--- Available records ---
_ _ _ _ _
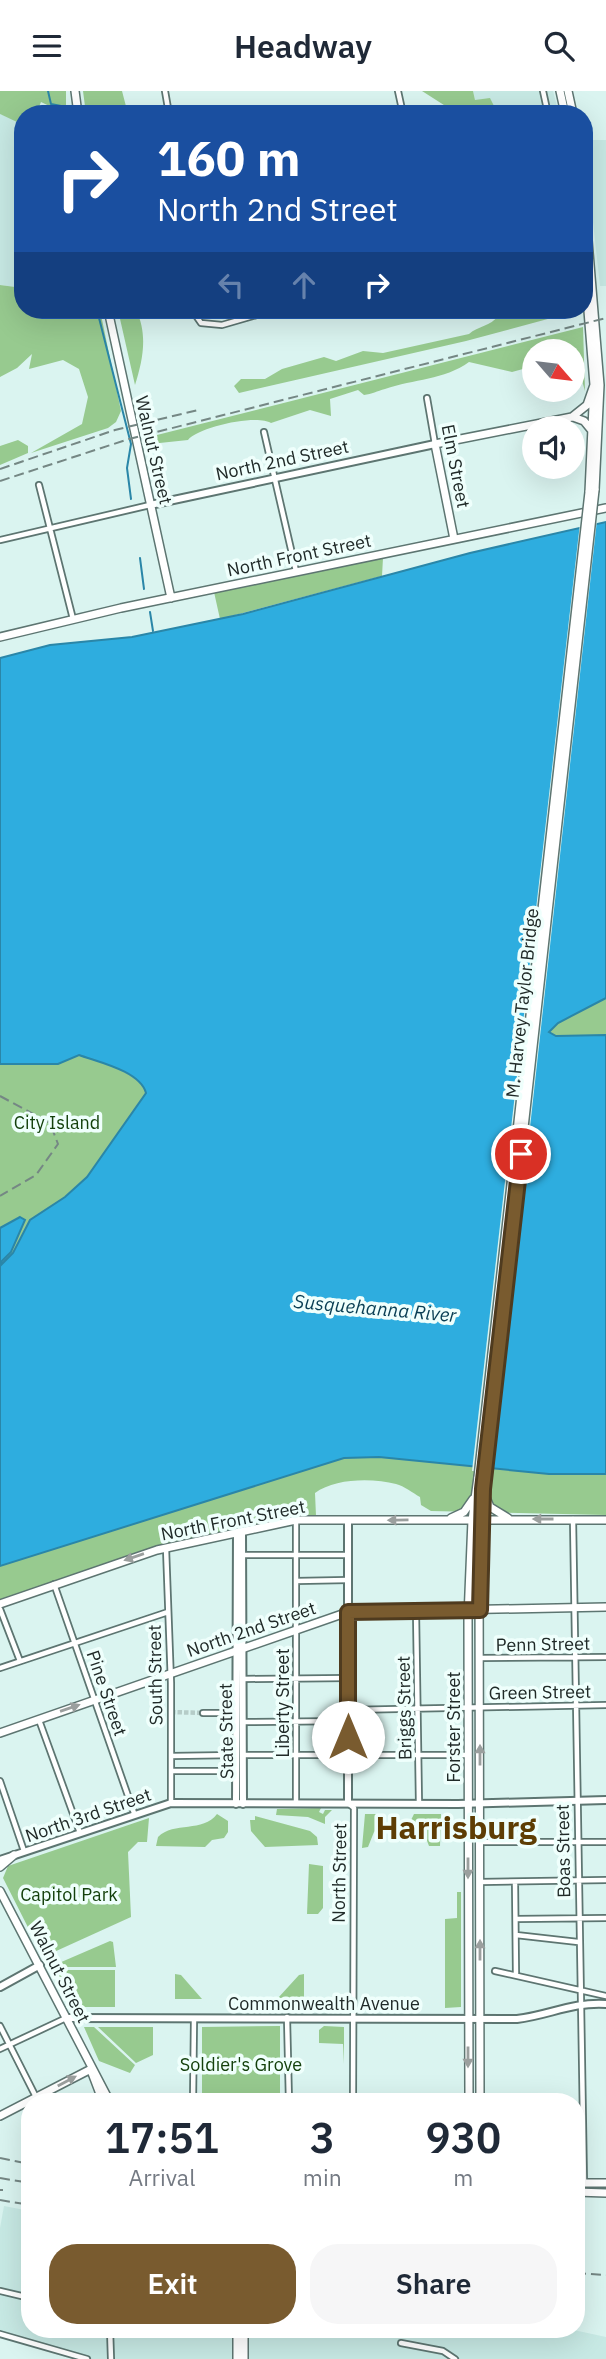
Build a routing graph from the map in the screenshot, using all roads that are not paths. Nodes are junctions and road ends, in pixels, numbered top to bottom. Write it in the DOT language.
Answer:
graph roads {
  1 [pos="110,319"];
  2 [pos="198,319"];
  3 [pos="240,319"];
  4 [pos="590,319"];
  5 [pos="593,319"];
  6 [pos="597,385"];
  7 [pos="427,398"];
  8 [pos="606,400"];
  9 [pos="573,416"];
  10 [pos="585,422"];
  11 [pos="522,427"];
  12 [pos="606,429"];
  13 [pos="264,432"];
  14 [pos="593,432"];
  15 [pos="435,444"];
  16 [pos="598,451"];
  17 [pos="275,476"];
  18 [pos="39,485"];
  19 [pos="592,491"];
  20 [pos="150,505"];
  21 [pos="606,507"];
  22 [pos="51,528"];
  23 [pos="454,539"];
  24 [pos="0,540"];
  25 [pos="296,571"];
  26 [pos="171,598"];
  27 [pos="73,619"];
  28 [pos="0,637"];
  29 [pos="480,1490"];
  30 [pos="573,1519"];
  31 [pos="296,1520"];
  32 [pos="447,1520"];
  33 [pos="472,1520"];
  34 [pos="481,1520"];
  35 [pos="512,1520"];
  36 [pos="606,1520"];
  37 [pos="348,1521"];
  38 [pos="239,1532"];
  39 [pos="166,1548"];
  40 [pos="241,1555"];
  41 [pos="348,1555"];
  42 [pos="296,1556"];
  43 [pos="348,1580"];
  44 [pos="296,1581"];
  45 [pos="54,1583"];
  46 [pos="0,1604"];
  47 [pos="606,1607"];
  48 [pos="574,1608"];
  49 [pos="0,1609"];
  50 [pos="469,1610"];
  51 [pos="480,1610"];
  52 [pos="416,1611"];
  53 [pos="168,1612"];
  54 [pos="348,1612"];
  55 [pos="297,1630"];
  56 [pos="75,1642"];
  57 [pos="239,1650"];
  58 [pos="606,1657"];
  59 [pos="480,1658"];
  60 [pos="575,1658"];
  61 [pos="20,1661"];
  62 [pos="0,1668"];
  63 [pos="170,1674"];
  64 [pos="297,1678"];
  65 [pos="348,1678"];
  66 [pos="242,1679"];
  67 [pos="94,1700"];
  68 [pos="606,1705"];
  69 [pos="575,1706"];
  70 [pos="469,1707"];
  71 [pos="480,1707"];
  72 [pos="418,1708"];
  73 [pos="348,1710"];
  74 [pos="203,1713"];
  75 [pos="236,1713"];
  76 [pos="39,1719"];
  77 [pos="348,1721"];
  78 [pos="242,1722"];
  79 [pos="298,1722"];
  80 [pos="0,1733"];
  81 [pos="348,1754"];
  82 [pos="239,1755"];
  83 [pos="296,1755"];
  84 [pos="468,1755"];
  85 [pos="171,1756"];
  86 [pos="418,1756"];
  87 [pos="171,1771"];
  88 [pos="236,1771"];
  89 [pos="0,1781"];
  90 [pos="606,1800"];
  91 [pos="576,1801"];
  92 [pos="296,1802"];
  93 [pos="480,1802"];
  94 [pos="171,1803"];
  95 [pos="348,1803"];
  96 [pos="469,1803"];
  97 [pos="239,1804"];
  98 [pos="419,1804"];
  99 [pos="134,1813"];
  100 [pos="80,1834"];
  101 [pos="577,1840"];
  102 [pos="480,1842"];
  103 [pos="606,1842"];
  104 [pos="24,1851"];
  105 [pos="14,1855"];
  106 [pos="0,1860"];
  107 [pos="0,1867"];
  108 [pos="578,1881"];
  109 [pos="606,1881"];
  110 [pos="480,1882"];
  111 [pos="515,1882"];
  112 [pos="0,1891"];
  113 [pos="578,1918"];
  114 [pos="606,1918"];
  115 [pos="516,1919"];
  116 [pos="516,1935"];
  117 [pos="578,1942"];
  118 [pos="40,1965"];
  119 [pos="495,1971"];
  120 [pos="516,1975"];
  121 [pos="0,1987"];
  122 [pos="580,1990"];
  123 [pos="606,1996"];
  124 [pos="580,2002"];
  125 [pos="606,2004"];
  126 [pos="194,2017"];
  127 [pos="287,2017"];
  128 [pos="353,2017"];
  129 [pos="468,2017"];
  130 [pos="66,2018"];
  131 [pos="480,2018"];
  132 [pos="0,2027"];
  133 [pos="9,2044"];
  134 [pos="0,2049"];
  135 [pos="91,2069"];
  136 [pos="34,2093"];
  137 [pos="44,2093"];
  138 [pos="100,2093"];
  139 [pos="105,2093"];
  140 [pos="193,2093"];
  141 [pos="289,2093"];
  142 [pos="353,2093"];
  143 [pos="468,2093"];
  144 [pos="480,2093"];
  145 [pos="580,2093"];
  146 [pos="21,2105"];
  147 [pos="0,2116"];
  148 [pos="585,2183"];
  149 [pos="606,2183"];
  150 [pos="585,2192"];
  151 [pos="606,2193"];
  152 [pos="0,2291"];
  153 [pos="21,2296"];
  154 [pos="0,2334"];
  155 [pos="110,2338"];
  156 [pos="237,2338"];
  157 [pos="244,2338"];
  158 [pos="401,2343"];
  159 [pos="87,2359"];
  160 [pos="111,2359"];
  161 [pos="237,2359"];
  162 [pos="244,2359"];
  163 [pos="455,2359"];
  1 -- 20 [label="main road, Walnut Street"];
  2 -- 3 [label="street"];
  4 -- 6 [label="main road"];
  5 -- 6 [label="main road"];
  6 -- 8 [label="main road"];
  6 -- 9 [label="main road"];
  6 -- 14 [label="main road"];
  6 -- 16 [label="main road"];
  7 -- 15 [label="street, Elm Street"];
  10 -- 14 [label="main road"];
  11 -- 15 [label="main road, North 2nd Street"];
  12 -- 16 [label="main road"];
  13 -- 17 [label="street"];
  14 -- 19 [label="main road"];
  15 -- 17 [label="street, North 2nd Street"];
  15 -- 23 [label="main road, Elm Street"];
  16 -- 19 [label="main road"];
  17 -- 20 [label="street, North 2nd Street"];
  17 -- 25 [label="street"];
  18 -- 22 [label="street"];
  19 -- 29 [label="main road, M. Harvey Taylor Bridge, bridge"];
  20 -- 22 [label="street, North 2nd Street"];
  20 -- 26 [label="main road, Walnut Street"];
  21 -- 23 [label="main road, North Front Street"];
  22 -- 24 [label="street, North 2nd Street"];
  22 -- 27 [label="street"];
  23 -- 25 [label="main road, North Front Street"];
  25 -- 26 [label="main road, North Front Street"];
  26 -- 27 [label="main road, North Front Street"];
  27 -- 28 [label="main road, North Front Street"];
  29 -- 32 [label="main road"];
  29 -- 33 [label="main road, M. Harvey Taylor Bridge"];
  29 -- 34 [label="main road, M. Harvey Taylor Bridge"];
  29 -- 35 [label="main road"];
  30 -- 35 [label="main road, North Front Street, one-way"];
  30 -- 36 [label="main road, North Front Street"];
  30 -- 48 [label="street, Boas Street"];
  31 -- 37 [label="main road, North Front Street"];
  31 -- 38 [label="main road, North Front Street"];
  31 -- 42 [label="street, Liberty Street"];
  32 -- 33 [label="main road, North Front Street"];
  32 -- 37 [label="main road, North Front Street, one-way"];
  33 -- 34 [label="main road, North Front Street"];
  33 -- 50 [label="main road, Forster Street"];
  34 -- 35 [label="main road, North Front Street"];
  34 -- 51 [label="main road, Forster Street"];
  37 -- 41 [label="street, North Street"];
  38 -- 39 [label="main road, North Front Street"];
  38 -- 40 [label="street, State Street"];
  38 -- 57 [label="street, State Street"];
  39 -- 45 [label="main road, North Front Street, one-way"];
  39 -- 53 [label="street, South Street"];
  40 -- 42 [label="street"];
  40 -- 57 [label="street, State Street"];
  41 -- 42 [label="street"];
  41 -- 43 [label="street, North Street"];
  42 -- 44 [label="street, Liberty Street"];
  43 -- 44 [label="street"];
  43 -- 54 [label="street, North Street"];
  44 -- 55 [label="street, Liberty Street"];
  45 -- 46 [label="main road, North Front Street"];
  45 -- 56 [label="street, Pine Street"];
  47 -- 48 [label="main road, North 2nd Street"];
  48 -- 51 [label="main road, North 2nd Street"];
  48 -- 60 [label="street, Boas Street"];
  49 -- 61 [label="street"];
  50 -- 51 [label="main road, North 2nd Street"];
  50 -- 52 [label="main road, North 2nd Street"];
  50 -- 70 [label="main road, Forster Street"];
  51 -- 59 [label="main road, Forster Street"];
  52 -- 54 [label="main road, North 2nd Street"];
  52 -- 72 [label="street, Briggs Street"];
  53 -- 56 [label="street"];
  53 -- 63 [label="street, South Street"];
  54 -- 55 [label="main road, North 2nd Street"];
  54 -- 65 [label="street, North Street"];
  55 -- 57 [label="main road, North 2nd Street"];
  55 -- 64 [label="street, Liberty Street"];
  56 -- 61 [label="street"];
  56 -- 67 [label="street, Pine Street"];
  57 -- 63 [label="main road, North 2nd Street"];
  57 -- 66 [label="street, State Street"];
  57 -- 75 [label="street, State Street"];
  58 -- 60 [label="street, Penn Street"];
  59 -- 60 [label="street, Penn Street"];
  59 -- 71 [label="main road, Forster Street"];
  60 -- 69 [label="street, Boas Street"];
  61 -- 62 [label="street"];
  63 -- 67 [label="main road, North 2nd Street"];
  63 -- 85 [label="street, South Street"];
  64 -- 65 [label="street"];
  64 -- 66 [label="street"];
  64 -- 79 [label="street, Liberty Street"];
  65 -- 73 [label="street, North Street"];
  66 -- 78 [label="street, State Street"];
  76 -- 67 [label="main road, North 2nd Street, one-way"];
  67 -- 99 [label="street, Pine Street"];
  68 -- 69 [label="street, Green Street"];
  69 -- 71 [label="street, Green Street"];
  69 -- 91 [label="street, Boas Street"];
  70 -- 71 [label="street, Green Street"];
  70 -- 72 [label="street, Green Street"];
  70 -- 84 [label="main road, Forster Street"];
  93 -- 71 [label="main road, Forster Street, one-way"];
  72 -- 73 [label="street, Green Street"];
  72 -- 86 [label="street, Briggs Street"];
  73 -- 77 [label="street, North Street"];
  74 -- 75 [label="street"];
  75 -- 82 [label="street, State Street"];
  76 -- 80 [label="main road, North 2nd Street"];
  76 -- 100 [label="street"];
  77 -- 79 [label="street"];
  77 -- 81 [label="street, North Street"];
  78 -- 79 [label="street"];
  78 -- 82 [label="street, State Street"];
  79 -- 83 [label="street, Liberty Street"];
  81 -- 83 [label="street"];
  81 -- 86 [label="street"];
  81 -- 95 [label="street, North Street"];
  82 -- 83 [label="street"];
  82 -- 85 [label="street"];
  82 -- 88 [label="street, State Street"];
  82 -- 97 [label="street, State Street"];
  83 -- 92 [label="street, Liberty Street"];
  84 -- 86 [label="street"];
  84 -- 96 [label="main road, Forster Street"];
  85 -- 87 [label="street, South Street"];
  86 -- 98 [label="street, Briggs Street"];
  87 -- 88 [label="street"];
  87 -- 94 [label="street, South Street"];
  88 -- 97 [label="street, State Street"];
  89 -- 104 [label="street"];
  90 -- 91 [label="street, North 3rd Street"];
  91 -- 93 [label="street, North 3rd Street"];
  91 -- 101 [label="street, Boas Street"];
  92 -- 95 [label="street, North 3rd Street"];
  92 -- 97 [label="street, North 3rd Street"];
  93 -- 96 [label="street, North 3rd Street"];
  93 -- 102 [label="main road, Forster Street"];
  94 -- 97 [label="street, North 3rd Street"];
  94 -- 99 [label="street, North 3rd Street"];
  95 -- 98 [label="street, North 3rd Street"];
  95 -- 128 [label="street, North Street"];
  96 -- 98 [label="street, North 3rd Street"];
  96 -- 129 [label="main road, Forster Street, one-way"];
  99 -- 100 [label="street, North 3rd Street"];
  100 -- 104 [label="street, North 3rd Street"];
  101 -- 102 [label="street"];
  101 -- 103 [label="street"];
  101 -- 108 [label="street, Boas Street"];
  102 -- 110 [label="main road, Forster Street"];
  104 -- 105 [label="street, North 3rd Street"];
  105 -- 106 [label="street, North 3rd Street"];
  105 -- 107 [label="main road"];
  108 -- 109 [label="street"];
  108 -- 111 [label="street"];
  108 -- 113 [label="street, Boas Street"];
  110 -- 111 [label="street"];
  131 -- 110 [label="main road, Forster Street, one-way"];
  111 -- 115 [label="street"];
  112 -- 118 [label="main road, Walnut Street"];
  113 -- 114 [label="street"];
  113 -- 115 [label="street"];
  113 -- 117 [label="street, Boas Street"];
  115 -- 116 [label="street"];
  116 -- 117 [label="street"];
  116 -- 120 [label="street"];
  117 -- 122 [label="street, Boas Street"];
  118 -- 121 [label="street"];
  118 -- 130 [label="main road, Walnut Street"];
  119 -- 120 [label="street"];
  120 -- 122 [label="street"];
  122 -- 123 [label="street"];
  122 -- 124 [label="street, Boas Street"];
  124 -- 125 [label="street"];
  124 -- 131 [label="street, Commonwealth Avenue"];
  124 -- 145 [label="street, Boas Street"];
  126 -- 127 [label="street, Commonwealth Avenue"];
  126 -- 130 [label="street, Commonwealth Avenue"];
  126 -- 140 [label="street"];
  127 -- 128 [label="street, Commonwealth Avenue"];
  127 -- 141 [label="street"];
  128 -- 129 [label="street, Commonwealth Avenue"];
  128 -- 142 [label="street, North Street"];
  129 -- 131 [label="street, Commonwealth Avenue"];
  129 -- 143 [label="main road, Forster Street, one-way"];
  130 -- 133 [label="street"];
  130 -- 135 [label="main road, Walnut Street"];
  131 -- 144 [label="main road, Forster Street"];
  132 -- 133 [label="street"];
  133 -- 134 [label="street"];
  133 -- 136 [label="street"];
  137 -- 135 [label="main road, one-way"];
  135 -- 138 [label="main road, Walnut Street"];
  135 -- 139 [label="main road, Walnut Street"];
  146 -- 147 [label="main road"];
  148 -- 149 [label="main road"];
  150 -- 151 [label="main road"];
  152 -- 153 [label="street"];
  154 -- 159 [label="street"];
  155 -- 160 [label="street"];
  156 -- 161 [label="main road"];
  157 -- 162 [label="main road"];
  158 -- 163 [label="street"];
}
_ _ _ _ _
--- Requirement ---
Look through the records and gather each line with the word "South".

--- Answer to the exercise ---
  39 -- 53 [label="street, South Street"];
  53 -- 63 [label="street, South Street"];
  63 -- 85 [label="street, South Street"];
  85 -- 87 [label="street, South Street"];
  87 -- 94 [label="street, South Street"];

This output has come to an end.